Muv-Luv Alternative Plantinum`s Avenger 作:セントラル14
[1999年4月27日 国連軍仙台基地 第207訓練部隊 講義室]
座学に訓練を毎日こなし続けていたら、気付けば同期の皆と同じくらいの水準には追いついてきていた。座学も訓練も目に見えて結果は出ていた。専門知識のオンパレードには最初こそ振り回されてばかりだったが、今では問題なく理解でき、筆記試験も合格ラインを超えることができている。訓練の方は、格闘訓練の方は特別だったが、他の射撃等々はビリから這い上がってきている。神宮寺教官からは『最初の頃よりもマシになった。その調子で訓練に励め』とのお言葉も頂いた。
そんな日々を過ごす一方、私には訓練兵として以外でしなければならないことがあったはずなのだが、いつの間にかそれらがなくなっていた件について。
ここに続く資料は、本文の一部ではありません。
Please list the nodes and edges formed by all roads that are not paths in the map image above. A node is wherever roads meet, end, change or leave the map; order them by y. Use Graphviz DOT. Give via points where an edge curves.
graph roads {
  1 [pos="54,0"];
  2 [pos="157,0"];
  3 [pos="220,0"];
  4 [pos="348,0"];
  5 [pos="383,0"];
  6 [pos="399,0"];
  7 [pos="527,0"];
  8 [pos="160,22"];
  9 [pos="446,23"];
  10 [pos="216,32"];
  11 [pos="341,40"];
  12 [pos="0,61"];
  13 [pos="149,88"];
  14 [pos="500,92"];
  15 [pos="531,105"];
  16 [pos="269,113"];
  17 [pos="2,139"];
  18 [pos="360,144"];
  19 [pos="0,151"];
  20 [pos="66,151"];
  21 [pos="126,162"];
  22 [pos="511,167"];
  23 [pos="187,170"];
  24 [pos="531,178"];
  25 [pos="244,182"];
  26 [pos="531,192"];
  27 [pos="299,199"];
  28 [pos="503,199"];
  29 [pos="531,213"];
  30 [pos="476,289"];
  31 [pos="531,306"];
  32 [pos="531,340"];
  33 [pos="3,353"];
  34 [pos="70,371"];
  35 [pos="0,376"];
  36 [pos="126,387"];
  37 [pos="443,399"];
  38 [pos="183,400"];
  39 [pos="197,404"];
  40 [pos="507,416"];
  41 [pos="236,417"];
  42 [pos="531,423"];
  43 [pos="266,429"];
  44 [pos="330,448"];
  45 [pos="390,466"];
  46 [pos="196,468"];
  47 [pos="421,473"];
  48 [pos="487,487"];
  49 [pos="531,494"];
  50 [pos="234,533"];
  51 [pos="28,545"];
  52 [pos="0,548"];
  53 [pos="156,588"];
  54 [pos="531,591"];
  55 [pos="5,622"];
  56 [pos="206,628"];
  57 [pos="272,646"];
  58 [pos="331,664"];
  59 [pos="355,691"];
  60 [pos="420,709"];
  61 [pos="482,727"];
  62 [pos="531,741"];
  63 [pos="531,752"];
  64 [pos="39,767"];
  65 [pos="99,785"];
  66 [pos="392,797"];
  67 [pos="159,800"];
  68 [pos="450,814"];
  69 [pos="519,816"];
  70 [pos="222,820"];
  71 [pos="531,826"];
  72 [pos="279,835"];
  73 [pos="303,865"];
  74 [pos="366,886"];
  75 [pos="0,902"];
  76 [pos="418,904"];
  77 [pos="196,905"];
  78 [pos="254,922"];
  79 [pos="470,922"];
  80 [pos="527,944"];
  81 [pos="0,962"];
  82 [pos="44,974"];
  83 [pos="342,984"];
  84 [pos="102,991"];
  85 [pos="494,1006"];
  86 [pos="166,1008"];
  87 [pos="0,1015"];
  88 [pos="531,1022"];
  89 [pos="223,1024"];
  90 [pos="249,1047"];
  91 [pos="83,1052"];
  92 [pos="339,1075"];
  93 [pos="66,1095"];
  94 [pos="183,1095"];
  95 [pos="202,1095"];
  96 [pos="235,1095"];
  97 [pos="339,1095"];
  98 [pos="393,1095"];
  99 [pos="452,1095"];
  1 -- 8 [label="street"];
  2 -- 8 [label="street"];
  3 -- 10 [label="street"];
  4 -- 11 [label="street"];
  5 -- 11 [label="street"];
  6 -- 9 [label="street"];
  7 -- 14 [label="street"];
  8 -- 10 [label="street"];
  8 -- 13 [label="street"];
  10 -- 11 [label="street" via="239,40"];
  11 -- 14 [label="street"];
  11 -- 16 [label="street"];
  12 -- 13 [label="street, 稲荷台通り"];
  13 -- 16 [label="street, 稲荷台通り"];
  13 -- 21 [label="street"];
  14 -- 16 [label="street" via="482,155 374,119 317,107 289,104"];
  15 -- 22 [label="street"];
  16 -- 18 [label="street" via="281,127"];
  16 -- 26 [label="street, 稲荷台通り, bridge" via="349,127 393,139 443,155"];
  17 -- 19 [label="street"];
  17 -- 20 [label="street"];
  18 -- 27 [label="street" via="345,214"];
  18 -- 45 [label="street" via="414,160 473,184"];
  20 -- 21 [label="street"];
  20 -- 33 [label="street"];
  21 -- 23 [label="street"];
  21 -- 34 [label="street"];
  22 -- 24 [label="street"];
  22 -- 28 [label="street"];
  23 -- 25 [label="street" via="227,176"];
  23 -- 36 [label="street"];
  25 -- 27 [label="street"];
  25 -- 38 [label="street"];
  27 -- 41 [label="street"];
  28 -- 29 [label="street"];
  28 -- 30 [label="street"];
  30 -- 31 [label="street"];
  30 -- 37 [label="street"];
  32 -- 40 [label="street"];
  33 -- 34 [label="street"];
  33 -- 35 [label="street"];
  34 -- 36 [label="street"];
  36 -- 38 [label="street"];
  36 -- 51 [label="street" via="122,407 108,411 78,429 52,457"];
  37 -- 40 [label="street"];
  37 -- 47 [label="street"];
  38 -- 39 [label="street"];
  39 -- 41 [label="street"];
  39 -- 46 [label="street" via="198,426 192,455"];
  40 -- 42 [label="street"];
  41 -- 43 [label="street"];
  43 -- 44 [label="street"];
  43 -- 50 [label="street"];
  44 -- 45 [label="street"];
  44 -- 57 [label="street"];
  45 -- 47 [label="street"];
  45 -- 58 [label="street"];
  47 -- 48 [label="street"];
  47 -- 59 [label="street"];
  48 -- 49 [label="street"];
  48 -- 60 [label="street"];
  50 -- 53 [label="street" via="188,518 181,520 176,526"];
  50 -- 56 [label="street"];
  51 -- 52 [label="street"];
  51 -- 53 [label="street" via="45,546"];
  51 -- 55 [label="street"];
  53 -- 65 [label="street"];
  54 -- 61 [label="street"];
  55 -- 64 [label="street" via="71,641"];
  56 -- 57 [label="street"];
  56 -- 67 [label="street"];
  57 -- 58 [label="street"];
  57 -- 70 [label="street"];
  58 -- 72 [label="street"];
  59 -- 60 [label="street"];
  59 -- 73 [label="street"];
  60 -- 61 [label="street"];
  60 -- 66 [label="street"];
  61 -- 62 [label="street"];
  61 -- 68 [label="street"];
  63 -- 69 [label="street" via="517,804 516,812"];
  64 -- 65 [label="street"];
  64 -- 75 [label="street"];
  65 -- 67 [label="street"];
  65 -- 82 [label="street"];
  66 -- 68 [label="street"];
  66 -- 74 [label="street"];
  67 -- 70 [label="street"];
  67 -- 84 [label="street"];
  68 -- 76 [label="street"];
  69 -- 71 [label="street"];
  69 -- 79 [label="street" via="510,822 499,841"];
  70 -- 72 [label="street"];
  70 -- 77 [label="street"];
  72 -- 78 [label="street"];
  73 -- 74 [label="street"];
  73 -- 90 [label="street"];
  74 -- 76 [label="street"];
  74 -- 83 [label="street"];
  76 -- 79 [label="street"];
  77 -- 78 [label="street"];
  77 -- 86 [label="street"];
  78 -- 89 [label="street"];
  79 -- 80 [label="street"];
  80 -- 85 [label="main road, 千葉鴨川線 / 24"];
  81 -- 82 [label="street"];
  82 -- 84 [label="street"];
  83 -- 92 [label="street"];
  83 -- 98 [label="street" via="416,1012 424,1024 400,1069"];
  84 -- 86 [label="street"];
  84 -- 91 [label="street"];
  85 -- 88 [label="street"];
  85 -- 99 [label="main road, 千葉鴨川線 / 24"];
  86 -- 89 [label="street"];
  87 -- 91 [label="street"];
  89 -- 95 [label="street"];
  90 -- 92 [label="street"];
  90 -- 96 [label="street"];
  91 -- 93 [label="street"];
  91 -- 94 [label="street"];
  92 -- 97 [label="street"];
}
今朝、廊下で霞ちゃんとすれ違った時に気になって聞いたことがあったのだ。
『あ、そうだ。霞ちゃん』
『……なんですか?』
『私が訓練兵になってから、全く武ちゃんの戦術機を整備しに行ってないけど、武ちゃんは出撃とかしてないの?』
『……出撃はしていません。純夏さんもご存知の通り、昨年から大きく状況は変わっていません』
『えぇ? じゃあ、香月先生のお手伝いばっかりなんだ』
『……純夏さんが訓練兵になられた頃に合流した補充兵の訓練が多いです』
『なるほど~』
私の知らないところでどうなっているのかは何となく見えてきた。しかしながら、霞ちゃんの話から推察するに、おそらくタケルちゃんの戦術機は変わらず整備が必要な状態が定期的にやってくることを意味していた。
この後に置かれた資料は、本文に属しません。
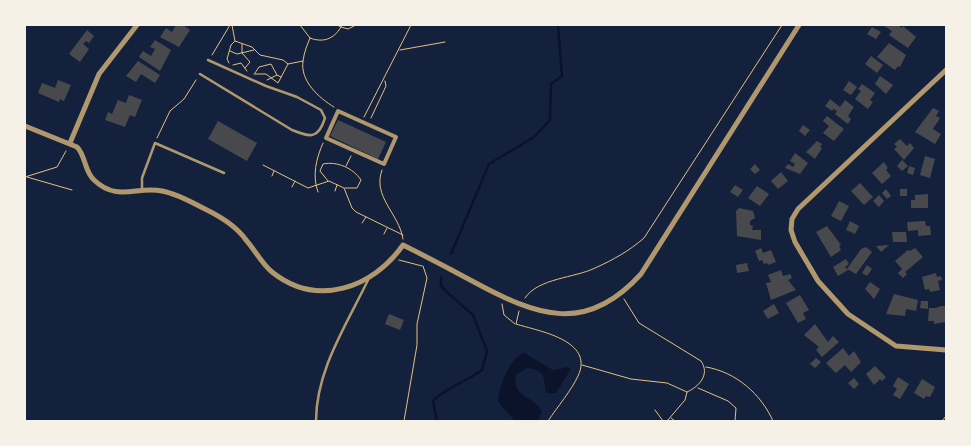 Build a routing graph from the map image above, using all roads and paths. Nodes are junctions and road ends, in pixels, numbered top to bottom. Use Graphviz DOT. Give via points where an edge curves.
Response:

であるにも関わらず、私はこうして訓練兵として訓練に明け暮れている。私が首をかしげていると、霞ちゃんが言葉を続けた。
『……純夏さんはお気になさらず訓練を』
『うん、分かったよ! でも、訓練部隊に入るまでやっていたことってどうなったんだろう?』
『……そちらは私の方で引き受けています。問題ありません』
『そうなんだぁ、ありがとう? でも、霞ちゃんって他にも色々やってなかったっけ?』
『……問題ありません』
『あ、はい』
訓練兵になるまでの期間、私がやっていた仕事はどうやら霞ちゃんが引き受けている様子。結構忙しくしていたつもりだけど、それを彼女が背負うとなると、その仕事量はかなのものになるはずだ。彼女自身が抱える仕事もあるのに。
大丈夫なのかと訪ねても、辛そうな表情をすることなく大丈夫と言い張る霞ちゃんに気が押されてしまう。あまり感情表現の豊かではない彼女ではあるのだが、そういったことは分かるものだとばかり思っていた。だが、その素振りも見せない。
霞ちゃんと別れた後も気になったままだった私は、TF-403ハンガーに向かった。
ハンガー内を見回してみても、変わったところはほとんどなかった。変わりなく整備兵は忙しそうに機体に取り付き、班長の怒号が飛び交う。少し懐かしく感じながらも、つい1ヶ月も前まで感じなかった疎外感を少し感じてしまった。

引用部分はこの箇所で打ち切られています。